I suppose there is no Member of this House who is not aware, within his own circle of associations and family, of widows. Does the heart of everybody not go out to the widow in her-distress at the time of the death and, indeed, the days and weeks and months immediately following but how soon we tend to forget the widow? She is invited hither and thither and cared for and advised in the weeks immediately following the death of the spouse, but how often this concern evaporates with the passage of time and one feels that the widow is now adjusted, is now all right and able to look after herself, and she suffers from what Deputy Burke referred to as something of a lesser standing in our society. This should not be so, and on reflection, each of us as an individual would agree that it should not be so, but unfortunately, it is the tendency and it was because of that tendency the widows themselves organised, so that they could lean on one another and learn from one another; but this is a terrible reflection on us all, and we must make great amends so that we can banish this feeling of insecurity and this sense of isolation which our widows at present inevitably feel because society is not supporting them and encouraging them in the many ways in which it should be doing it.
I am going to anticipate a further argument of the Minister who will probably point out that the rate of pensions has not only kept pace with increases in the official cost of living index but has, in fact, outdistanced the official cost of living index. I would say to the Minister, as I have said before, that it shows you just how utterly inadequate the cost of living index is as a measure of the standard of what life should be. The truth is that pensions of all kinds have not kept pace with rising living standards, and, of course, the standards in our society have improved and it is proper that they should have improved, but it is because pensions have not kept pace with rising living standards that the void between the pensioners and people who are in more comfortable circumstances grows and that makes hardship, that makes loneliness and that makes the insecurity of widowhood all the more difficult to bear.

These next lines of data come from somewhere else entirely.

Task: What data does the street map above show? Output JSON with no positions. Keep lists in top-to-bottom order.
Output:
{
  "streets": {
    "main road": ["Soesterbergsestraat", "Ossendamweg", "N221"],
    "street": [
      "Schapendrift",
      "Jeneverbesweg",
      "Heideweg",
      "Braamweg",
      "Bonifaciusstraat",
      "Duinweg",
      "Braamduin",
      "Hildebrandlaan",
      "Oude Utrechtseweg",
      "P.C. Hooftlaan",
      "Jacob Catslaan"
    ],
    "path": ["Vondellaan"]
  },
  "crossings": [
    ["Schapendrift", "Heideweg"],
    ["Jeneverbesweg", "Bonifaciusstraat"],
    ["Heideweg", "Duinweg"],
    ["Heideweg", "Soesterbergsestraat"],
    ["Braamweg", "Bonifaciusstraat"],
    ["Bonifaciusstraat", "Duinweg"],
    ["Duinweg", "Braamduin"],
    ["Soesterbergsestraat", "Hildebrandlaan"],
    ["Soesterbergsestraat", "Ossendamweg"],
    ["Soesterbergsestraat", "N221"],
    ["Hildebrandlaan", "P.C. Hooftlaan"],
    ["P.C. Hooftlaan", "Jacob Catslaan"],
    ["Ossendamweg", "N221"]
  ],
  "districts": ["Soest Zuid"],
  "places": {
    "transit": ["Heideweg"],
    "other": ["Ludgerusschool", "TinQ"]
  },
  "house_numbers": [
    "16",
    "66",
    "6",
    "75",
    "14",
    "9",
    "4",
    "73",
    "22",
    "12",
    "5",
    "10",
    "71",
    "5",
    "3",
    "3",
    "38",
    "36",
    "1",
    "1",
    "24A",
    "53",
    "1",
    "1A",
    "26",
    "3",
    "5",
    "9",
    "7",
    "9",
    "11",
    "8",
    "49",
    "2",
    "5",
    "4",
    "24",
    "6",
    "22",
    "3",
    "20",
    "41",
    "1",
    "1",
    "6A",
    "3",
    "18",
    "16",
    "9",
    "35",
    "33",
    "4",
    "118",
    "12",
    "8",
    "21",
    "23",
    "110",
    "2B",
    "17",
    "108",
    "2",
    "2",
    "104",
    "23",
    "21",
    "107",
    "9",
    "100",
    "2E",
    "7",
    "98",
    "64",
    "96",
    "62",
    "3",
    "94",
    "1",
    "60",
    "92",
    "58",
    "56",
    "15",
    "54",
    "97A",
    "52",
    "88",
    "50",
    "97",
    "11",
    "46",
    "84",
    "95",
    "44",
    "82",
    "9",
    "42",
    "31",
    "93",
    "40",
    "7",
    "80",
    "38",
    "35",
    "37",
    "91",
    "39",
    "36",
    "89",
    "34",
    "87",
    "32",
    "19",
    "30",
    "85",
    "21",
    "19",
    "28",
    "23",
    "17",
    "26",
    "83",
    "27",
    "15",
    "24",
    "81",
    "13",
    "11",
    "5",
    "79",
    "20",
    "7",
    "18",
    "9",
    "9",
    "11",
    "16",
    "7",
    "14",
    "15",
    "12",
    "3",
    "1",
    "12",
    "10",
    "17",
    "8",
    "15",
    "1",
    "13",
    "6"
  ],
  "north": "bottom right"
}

We must, therefore, as a society take substantial steps to improve that situation. There are other ways in which the widow's lot could be improved, of course, and one of these would be to increase substantially children's allowances. We in Fine Gael have already pointed out that we have the lowest children's allowances in Europe and if children's allowances were to be increased, as we believe they should, by at least two-thirds, it would be of some substantial benefit to widows and orphans.
Deputy Tully and others very properly spoke about the difficulties of widows in what are sometimes called the middle income group or the middle classes. The aim of any social welfare code should be that in the event of the death of the breadwinner, the standard of living of the family should not be lowered in any way. Those words are contained in our resolution, that the living standards should be maintained, and if a widow has had the good fortune while her husband was alive to live in a purchase house which carries considerable rates, then we should provide sufficient income for that widow that she does not have to sell the house; but we do not and again and again, if there is not a family available to provide the necessary money to pay rates, widows have found themselves obliged to sell out the house and to use the capital, which should be there to provide a home of money to pay rates, widows have found themselves obliged to sell out the house and to use the capital, which should be there to provide a home of equal standard for herself and her children, to pay rent on a flat, which at present rates means that the capital very quickly declines, and often times a widow finds herself in considerable distress at the end of it.
The reality is that the scheme of rates remission is of no assistance to any widow who has not more than the bare subsistence level paid to non-contributory pensioners. If a widow earns, or even receives from her connections, as much as £1 a week above the bare level of the non-contributory pension she is deprived from getting any assistance under the rates remission code. This is not a criticism of the rates remission code. It is a criticism of the gross inadequacy of the widows' pensions and the other welfare services which we should be offering to widows.
One of the great shortcomings of our whole social welfare code is that there are 16 different means tests. Most of these do not affect people who are in relatively comfortable circumstances throughout their lives. They do not have to submit to these tests as long as they have an adequate income. What is the plight of the widow who has had a comfortable income when her husband is alive and then finds herself thrown into the loneliness and distress of a home in which there is no man to look after her or to counsel her, and no partner to help her? In most cases she does not know where to turn. She does not know what she is entitled to. She does not know how to go to the various welfare offices, the Department of Social Welfare, the Department of Health, the local health authorities, the local county council, or the Department of Education in order to get the many benefits to which she, in her poverty, becomes entitled.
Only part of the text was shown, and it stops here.